REQUIRED ACTION: Write out every line from the listing below where the string "name" is found.

=== AVAILABLE RECORDS ===

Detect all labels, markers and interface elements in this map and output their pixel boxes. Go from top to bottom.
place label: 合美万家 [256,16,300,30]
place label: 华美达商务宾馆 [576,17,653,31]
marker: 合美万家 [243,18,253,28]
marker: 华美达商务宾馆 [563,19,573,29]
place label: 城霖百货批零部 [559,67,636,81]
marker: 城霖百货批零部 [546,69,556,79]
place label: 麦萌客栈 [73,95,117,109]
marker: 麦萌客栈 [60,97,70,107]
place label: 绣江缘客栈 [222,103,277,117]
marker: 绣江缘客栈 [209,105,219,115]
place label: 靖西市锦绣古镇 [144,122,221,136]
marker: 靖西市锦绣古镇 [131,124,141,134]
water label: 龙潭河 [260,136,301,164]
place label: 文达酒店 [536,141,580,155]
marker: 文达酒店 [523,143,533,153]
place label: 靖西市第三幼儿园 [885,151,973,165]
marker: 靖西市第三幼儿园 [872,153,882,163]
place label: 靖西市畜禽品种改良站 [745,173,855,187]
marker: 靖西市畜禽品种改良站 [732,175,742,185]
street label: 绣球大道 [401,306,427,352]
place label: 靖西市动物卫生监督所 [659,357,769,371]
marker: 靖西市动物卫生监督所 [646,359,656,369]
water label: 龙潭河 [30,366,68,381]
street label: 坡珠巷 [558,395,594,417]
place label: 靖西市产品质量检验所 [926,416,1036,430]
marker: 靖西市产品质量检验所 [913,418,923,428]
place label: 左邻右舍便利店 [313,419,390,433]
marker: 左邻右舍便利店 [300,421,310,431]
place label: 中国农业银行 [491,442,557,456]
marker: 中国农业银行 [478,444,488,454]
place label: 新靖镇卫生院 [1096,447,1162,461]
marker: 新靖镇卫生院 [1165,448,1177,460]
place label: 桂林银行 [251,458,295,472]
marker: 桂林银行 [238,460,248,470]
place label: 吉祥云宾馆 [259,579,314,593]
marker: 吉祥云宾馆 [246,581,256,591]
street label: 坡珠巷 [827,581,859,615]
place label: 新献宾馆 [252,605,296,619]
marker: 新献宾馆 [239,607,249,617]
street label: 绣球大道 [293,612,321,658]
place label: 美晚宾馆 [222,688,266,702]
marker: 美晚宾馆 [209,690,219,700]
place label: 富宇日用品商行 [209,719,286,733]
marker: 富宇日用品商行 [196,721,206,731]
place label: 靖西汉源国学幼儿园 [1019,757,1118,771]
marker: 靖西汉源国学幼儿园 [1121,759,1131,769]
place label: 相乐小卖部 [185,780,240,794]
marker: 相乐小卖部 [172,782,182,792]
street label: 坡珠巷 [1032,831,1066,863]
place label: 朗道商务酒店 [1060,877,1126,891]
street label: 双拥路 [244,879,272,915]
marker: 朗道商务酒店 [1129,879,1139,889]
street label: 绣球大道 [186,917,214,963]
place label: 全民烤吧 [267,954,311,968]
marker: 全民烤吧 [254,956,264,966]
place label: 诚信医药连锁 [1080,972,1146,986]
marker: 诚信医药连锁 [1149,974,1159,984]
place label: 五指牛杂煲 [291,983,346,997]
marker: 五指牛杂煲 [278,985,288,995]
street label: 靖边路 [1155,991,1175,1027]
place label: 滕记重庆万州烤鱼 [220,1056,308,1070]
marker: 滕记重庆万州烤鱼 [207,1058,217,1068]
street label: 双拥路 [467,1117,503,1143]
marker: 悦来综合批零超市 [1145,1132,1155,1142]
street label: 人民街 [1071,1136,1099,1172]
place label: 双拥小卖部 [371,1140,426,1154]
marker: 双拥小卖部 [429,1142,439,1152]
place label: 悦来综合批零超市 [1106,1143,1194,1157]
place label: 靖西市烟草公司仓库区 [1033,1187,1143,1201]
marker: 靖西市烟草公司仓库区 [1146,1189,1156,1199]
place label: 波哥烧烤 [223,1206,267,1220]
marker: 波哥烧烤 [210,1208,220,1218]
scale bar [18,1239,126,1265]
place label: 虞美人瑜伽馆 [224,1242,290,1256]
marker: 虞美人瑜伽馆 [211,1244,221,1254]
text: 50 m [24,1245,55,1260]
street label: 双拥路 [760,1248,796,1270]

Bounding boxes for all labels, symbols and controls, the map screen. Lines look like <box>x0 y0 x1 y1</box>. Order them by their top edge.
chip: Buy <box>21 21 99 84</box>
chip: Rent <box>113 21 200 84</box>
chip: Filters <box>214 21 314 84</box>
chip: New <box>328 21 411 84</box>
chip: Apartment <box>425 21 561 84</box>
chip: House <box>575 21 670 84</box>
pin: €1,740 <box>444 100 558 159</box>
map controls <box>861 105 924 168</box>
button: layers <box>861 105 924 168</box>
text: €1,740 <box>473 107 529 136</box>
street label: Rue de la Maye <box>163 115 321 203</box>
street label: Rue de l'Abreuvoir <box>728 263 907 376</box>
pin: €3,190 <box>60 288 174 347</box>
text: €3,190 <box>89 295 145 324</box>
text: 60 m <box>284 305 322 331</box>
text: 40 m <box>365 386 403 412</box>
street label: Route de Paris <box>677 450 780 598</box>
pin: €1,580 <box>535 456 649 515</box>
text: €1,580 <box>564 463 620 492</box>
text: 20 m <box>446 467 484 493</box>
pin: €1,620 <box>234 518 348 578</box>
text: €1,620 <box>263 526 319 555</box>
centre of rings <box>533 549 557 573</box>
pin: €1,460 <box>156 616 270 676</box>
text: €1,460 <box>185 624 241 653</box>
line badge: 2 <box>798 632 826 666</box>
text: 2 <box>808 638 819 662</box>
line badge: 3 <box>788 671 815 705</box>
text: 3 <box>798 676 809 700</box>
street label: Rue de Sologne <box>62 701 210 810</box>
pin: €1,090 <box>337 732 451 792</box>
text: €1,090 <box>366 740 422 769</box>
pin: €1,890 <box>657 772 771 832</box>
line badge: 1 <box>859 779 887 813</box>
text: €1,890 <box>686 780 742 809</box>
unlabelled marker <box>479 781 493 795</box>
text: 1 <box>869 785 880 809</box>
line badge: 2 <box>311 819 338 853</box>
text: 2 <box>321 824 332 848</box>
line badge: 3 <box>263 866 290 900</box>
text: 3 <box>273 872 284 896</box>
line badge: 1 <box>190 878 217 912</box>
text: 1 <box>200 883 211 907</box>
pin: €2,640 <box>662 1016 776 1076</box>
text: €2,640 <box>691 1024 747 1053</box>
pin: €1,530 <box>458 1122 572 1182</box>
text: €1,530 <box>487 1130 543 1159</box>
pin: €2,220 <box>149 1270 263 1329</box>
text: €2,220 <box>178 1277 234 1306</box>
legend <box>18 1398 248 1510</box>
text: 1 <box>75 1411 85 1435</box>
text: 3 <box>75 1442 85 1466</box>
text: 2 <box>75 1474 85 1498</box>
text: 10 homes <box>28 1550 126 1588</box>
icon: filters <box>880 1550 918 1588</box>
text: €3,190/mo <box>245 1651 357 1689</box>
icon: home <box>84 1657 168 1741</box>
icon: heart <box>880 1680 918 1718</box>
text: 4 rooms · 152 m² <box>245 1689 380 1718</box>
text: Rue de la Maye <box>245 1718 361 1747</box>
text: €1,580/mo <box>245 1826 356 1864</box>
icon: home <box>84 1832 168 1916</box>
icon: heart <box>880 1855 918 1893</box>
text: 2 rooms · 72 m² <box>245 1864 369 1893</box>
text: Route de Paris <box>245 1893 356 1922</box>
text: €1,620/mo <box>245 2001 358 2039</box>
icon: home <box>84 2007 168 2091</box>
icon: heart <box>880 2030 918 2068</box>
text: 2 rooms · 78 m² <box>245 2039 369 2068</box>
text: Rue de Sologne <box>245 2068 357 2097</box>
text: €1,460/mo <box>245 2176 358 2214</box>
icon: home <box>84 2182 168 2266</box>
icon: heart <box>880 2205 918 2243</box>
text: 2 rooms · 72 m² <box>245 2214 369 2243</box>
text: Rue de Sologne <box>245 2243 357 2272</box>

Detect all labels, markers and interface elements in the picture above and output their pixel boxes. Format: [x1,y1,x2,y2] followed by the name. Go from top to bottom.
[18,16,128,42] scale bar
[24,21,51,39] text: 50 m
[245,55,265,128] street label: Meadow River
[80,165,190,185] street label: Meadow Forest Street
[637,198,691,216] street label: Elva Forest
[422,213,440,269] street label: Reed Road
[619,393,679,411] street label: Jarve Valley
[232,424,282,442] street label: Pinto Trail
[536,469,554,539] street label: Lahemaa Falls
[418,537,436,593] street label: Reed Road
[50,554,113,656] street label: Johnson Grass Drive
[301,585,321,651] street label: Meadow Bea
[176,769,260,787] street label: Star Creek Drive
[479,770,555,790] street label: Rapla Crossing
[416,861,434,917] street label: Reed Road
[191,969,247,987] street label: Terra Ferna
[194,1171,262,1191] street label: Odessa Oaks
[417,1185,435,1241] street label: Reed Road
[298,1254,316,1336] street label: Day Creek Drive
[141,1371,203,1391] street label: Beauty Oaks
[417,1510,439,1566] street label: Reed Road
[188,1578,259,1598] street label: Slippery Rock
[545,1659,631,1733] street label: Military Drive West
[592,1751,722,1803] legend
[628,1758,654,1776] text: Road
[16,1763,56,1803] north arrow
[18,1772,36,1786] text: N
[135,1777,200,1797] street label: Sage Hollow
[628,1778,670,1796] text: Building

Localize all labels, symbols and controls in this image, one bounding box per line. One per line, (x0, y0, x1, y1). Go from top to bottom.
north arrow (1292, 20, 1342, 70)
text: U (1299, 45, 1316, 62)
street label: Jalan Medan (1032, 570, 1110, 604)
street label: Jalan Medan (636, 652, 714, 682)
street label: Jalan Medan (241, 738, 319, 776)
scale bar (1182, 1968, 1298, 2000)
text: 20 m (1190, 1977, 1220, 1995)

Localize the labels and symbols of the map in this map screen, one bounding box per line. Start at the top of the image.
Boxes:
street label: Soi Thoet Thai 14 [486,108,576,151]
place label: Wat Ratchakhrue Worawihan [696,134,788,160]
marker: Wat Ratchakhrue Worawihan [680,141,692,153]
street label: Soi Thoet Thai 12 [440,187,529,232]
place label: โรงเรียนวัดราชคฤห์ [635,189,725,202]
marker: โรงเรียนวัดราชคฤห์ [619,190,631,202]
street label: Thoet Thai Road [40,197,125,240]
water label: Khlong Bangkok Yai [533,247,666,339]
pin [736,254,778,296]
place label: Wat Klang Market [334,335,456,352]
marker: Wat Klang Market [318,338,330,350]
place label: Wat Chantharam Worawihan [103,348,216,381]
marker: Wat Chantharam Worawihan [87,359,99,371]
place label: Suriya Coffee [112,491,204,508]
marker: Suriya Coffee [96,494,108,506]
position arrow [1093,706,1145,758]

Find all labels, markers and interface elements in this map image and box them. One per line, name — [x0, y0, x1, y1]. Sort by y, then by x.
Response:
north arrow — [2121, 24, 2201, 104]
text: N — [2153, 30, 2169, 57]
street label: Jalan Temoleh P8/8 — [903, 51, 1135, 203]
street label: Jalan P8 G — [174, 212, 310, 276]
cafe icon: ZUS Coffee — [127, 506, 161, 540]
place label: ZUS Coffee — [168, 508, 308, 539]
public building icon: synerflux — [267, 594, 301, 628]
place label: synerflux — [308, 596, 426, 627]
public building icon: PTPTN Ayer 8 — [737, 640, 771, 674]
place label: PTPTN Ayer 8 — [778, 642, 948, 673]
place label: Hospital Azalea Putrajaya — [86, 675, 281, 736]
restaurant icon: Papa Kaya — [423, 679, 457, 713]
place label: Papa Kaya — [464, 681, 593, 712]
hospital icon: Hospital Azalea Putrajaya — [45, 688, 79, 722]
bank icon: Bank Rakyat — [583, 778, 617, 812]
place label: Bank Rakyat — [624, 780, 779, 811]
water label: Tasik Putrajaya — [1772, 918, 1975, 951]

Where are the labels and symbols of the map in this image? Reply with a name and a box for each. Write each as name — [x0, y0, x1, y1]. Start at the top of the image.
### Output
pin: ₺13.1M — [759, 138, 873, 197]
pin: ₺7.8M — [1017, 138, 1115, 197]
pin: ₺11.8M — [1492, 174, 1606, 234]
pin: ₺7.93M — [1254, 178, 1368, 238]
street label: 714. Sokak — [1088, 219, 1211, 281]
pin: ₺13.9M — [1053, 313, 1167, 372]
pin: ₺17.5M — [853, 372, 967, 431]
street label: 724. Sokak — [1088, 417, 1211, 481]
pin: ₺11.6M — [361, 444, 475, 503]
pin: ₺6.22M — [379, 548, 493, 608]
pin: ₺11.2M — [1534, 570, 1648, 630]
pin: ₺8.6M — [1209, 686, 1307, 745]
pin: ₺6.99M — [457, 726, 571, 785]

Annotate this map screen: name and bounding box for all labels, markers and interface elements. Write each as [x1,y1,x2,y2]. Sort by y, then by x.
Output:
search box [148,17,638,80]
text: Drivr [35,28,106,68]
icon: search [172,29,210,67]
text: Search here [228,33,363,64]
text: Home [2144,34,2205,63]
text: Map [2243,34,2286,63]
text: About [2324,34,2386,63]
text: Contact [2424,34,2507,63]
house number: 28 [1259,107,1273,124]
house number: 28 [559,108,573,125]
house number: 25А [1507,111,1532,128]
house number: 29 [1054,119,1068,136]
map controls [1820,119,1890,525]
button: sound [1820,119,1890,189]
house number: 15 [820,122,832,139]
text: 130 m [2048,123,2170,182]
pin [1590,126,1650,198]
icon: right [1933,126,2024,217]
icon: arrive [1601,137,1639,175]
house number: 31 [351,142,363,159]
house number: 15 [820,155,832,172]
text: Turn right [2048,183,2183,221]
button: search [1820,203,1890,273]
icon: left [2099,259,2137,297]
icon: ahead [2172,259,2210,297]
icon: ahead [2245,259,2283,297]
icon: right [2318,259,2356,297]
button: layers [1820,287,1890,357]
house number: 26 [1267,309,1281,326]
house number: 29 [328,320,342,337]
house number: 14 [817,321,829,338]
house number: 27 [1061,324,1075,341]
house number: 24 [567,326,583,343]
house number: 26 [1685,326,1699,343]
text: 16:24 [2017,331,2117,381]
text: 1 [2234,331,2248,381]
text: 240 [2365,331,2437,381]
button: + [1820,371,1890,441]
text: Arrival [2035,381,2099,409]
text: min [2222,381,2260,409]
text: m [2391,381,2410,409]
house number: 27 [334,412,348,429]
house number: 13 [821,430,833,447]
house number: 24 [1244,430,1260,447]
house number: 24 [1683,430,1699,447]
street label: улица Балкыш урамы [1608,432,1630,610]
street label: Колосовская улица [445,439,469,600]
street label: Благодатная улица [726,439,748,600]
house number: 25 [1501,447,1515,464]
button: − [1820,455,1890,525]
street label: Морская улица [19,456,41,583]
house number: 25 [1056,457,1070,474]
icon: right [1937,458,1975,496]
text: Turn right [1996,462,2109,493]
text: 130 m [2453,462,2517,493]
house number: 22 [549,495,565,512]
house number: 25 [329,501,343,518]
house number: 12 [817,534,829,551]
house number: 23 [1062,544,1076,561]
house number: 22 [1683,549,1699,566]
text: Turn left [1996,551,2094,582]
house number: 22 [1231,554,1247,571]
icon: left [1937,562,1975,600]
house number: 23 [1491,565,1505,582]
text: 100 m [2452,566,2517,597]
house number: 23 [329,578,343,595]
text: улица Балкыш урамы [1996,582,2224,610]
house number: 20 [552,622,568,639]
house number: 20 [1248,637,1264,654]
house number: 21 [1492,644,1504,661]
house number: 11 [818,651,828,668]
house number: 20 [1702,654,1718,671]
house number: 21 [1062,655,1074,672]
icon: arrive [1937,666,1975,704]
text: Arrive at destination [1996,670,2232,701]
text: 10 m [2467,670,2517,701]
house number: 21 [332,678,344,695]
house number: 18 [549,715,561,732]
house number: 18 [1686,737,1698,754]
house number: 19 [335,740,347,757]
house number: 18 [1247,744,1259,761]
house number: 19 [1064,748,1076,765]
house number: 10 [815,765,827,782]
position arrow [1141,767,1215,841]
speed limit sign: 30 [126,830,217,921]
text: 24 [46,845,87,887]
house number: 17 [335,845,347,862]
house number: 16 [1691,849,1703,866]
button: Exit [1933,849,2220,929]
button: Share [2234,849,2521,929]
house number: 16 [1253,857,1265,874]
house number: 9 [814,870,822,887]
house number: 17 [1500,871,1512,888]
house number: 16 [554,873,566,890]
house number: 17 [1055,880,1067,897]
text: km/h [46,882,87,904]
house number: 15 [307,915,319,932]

===

SOLUTION TO THIS TASK:
Detect all labels, markers and interface elements in the picture above and output their pixel boxes. Format: [x1,y1,x2,y2] followed by the name. Go from top to bottom.
Find all labels, markers and interface elements in this map image and box them. One per line, name — [x0, y0, x1, y1]. Sort by y, then by x.
Where are the labels and symbols of the map in this image? Reply with a name and a box for each. Write each as name — [x0, y0, x1, y1]. Start at the top of the image.
Annotate this map screen: name and bounding box for all labels, markers and interface elements. Write each as [x1,y1,x2,y2]. Sort by y, then by x.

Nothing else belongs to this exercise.